Data Rascals: Contiguous Data

Data structures LINQ

A glitch in the matrix

Let's start with a hypothetical situation. You work as a developer for a cell phone company. They would like to show the plan discounts available on their website. The discounts are based on the level of service you pick when you sign up.

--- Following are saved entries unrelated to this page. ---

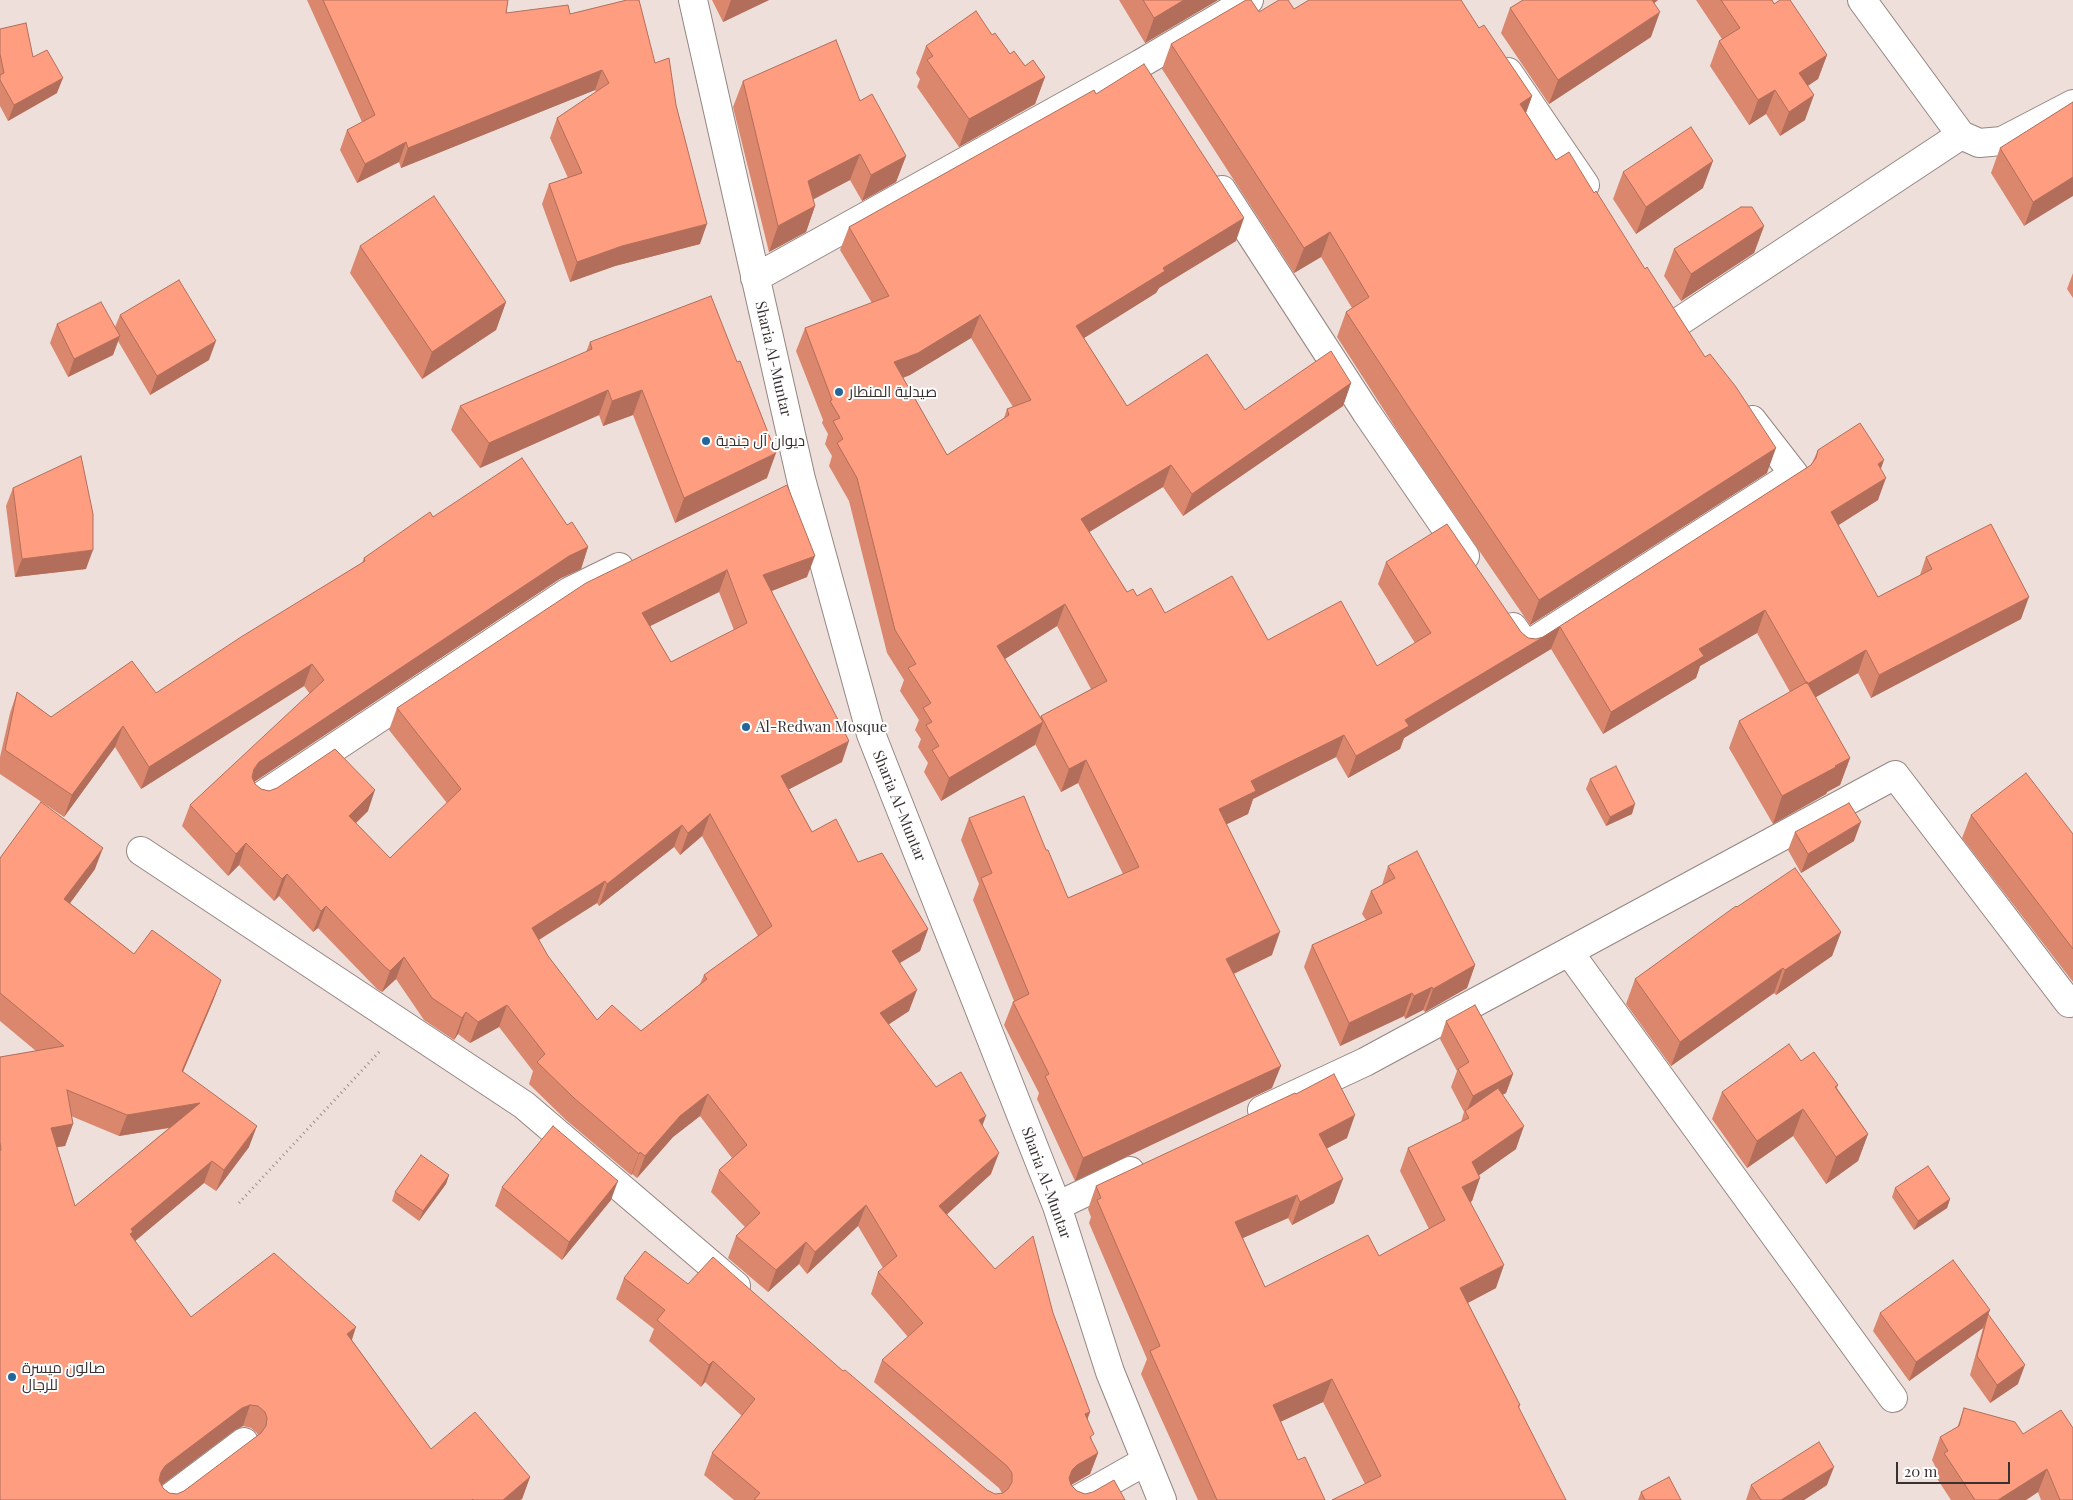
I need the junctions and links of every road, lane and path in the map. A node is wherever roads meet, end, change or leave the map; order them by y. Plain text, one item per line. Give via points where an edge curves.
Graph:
1 (693, 0) edge
2 (1249, 0) edge
3 (1862, 0) edge
4 (1494, 50) edge
5 (1140, 64) junction
6 (1156, 88) edge
7 (2073, 104) edge
8 (1960, 134) junction
9 (1210, 171) edge
10 (1599, 207) edge
11 (755, 278) junction
12 (1695, 345) edge
13 (1736, 398) edge
14 (801, 479) junction
15 (774, 492) edge
16 (641, 556) edge
17 (1476, 573) edge
18 (1499, 605) edge
19 (260, 798) edge
20 (141, 851) dead end
21 (1569, 952) junction
22 (2068, 1003) dead end
23 (405, 1024) junction
24 (1242, 1119) edge
25 (1154, 1160) edge
26 (238, 1203) dead end
27 (1056, 1206) junction
28 (753, 1300) edge
29 (1893, 1398) dead end
30 (244, 1442) dead end
31 (1146, 1461) junction
32 (167, 1500) edge
33 (1076, 1500) edge
34 (1162, 1500) edge

1 - 11 street, Sharia Al-Muntar
2 - 5 street
3 - 8 street
4 - 10 street
5 - 6 street
5 - 11 street
7 - 8 street via 2002,141 1979,143
8 - 12 street via 1672,314
9 - 17 street via 1366,412
11 - 14 street, Sharia Al-Muntar
13 - 18 street via 1794,474 1526,646
14 - 15 street
14 - 27 street, Sharia Al-Muntar via 870,734
16 - 19 street via 570,590
20 - 23 street
21 - 22 street via 1896,775
21 - 24 street via 1365,1062
21 - 29 street
23 - 26 path
23 - 28 street via 524,1106
25 - 27 street
27 - 31 street, Sharia Al-Muntar via 1110,1372
30 - 32 street
31 - 33 street
31 - 34 street, Sharia Al-Muntar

The data looks something like this:

var tiers = new List<UsageTier>{
    new UsageTier{ Minutes = 100, Discount = 0.0m},
    new UsageTier{ Minutes = 200, Discount = 0.05m},
    new UsageTier{ Minutes = 300, Discount = 0.1m},
    new UsageTier{ Minutes = 400, Discount = 0.2m},
    new UsageTier{ Minutes = 500, Discount = 0.3m},
    new UsageTier{ Minutes = 600, Discount = 0.5m},
    new UsageTier{ Minutes = 700, Discount = 0.5m},
    new UsageTier{ Minutes = 800, Discount = 0.5m}
};

That's when you notice something strange. Is that a glitch in the matrix? Nope. There seems to be a maximum discount but instead of stopping they just keep adding tiers. When you ask the business owner how they want to convey this information to the user they gently explain that they only want to show up to the maximum discount. As per the business owner the maximum discount will always be 0.5 or 50%. Then they explain that some plans don't reach 50% and you should show them all. Unfortunately we can't change how business is using this data structure so we will have to write some code to support their usage.

A first shot at the problem

So let's try and solve this in the simplest way possible.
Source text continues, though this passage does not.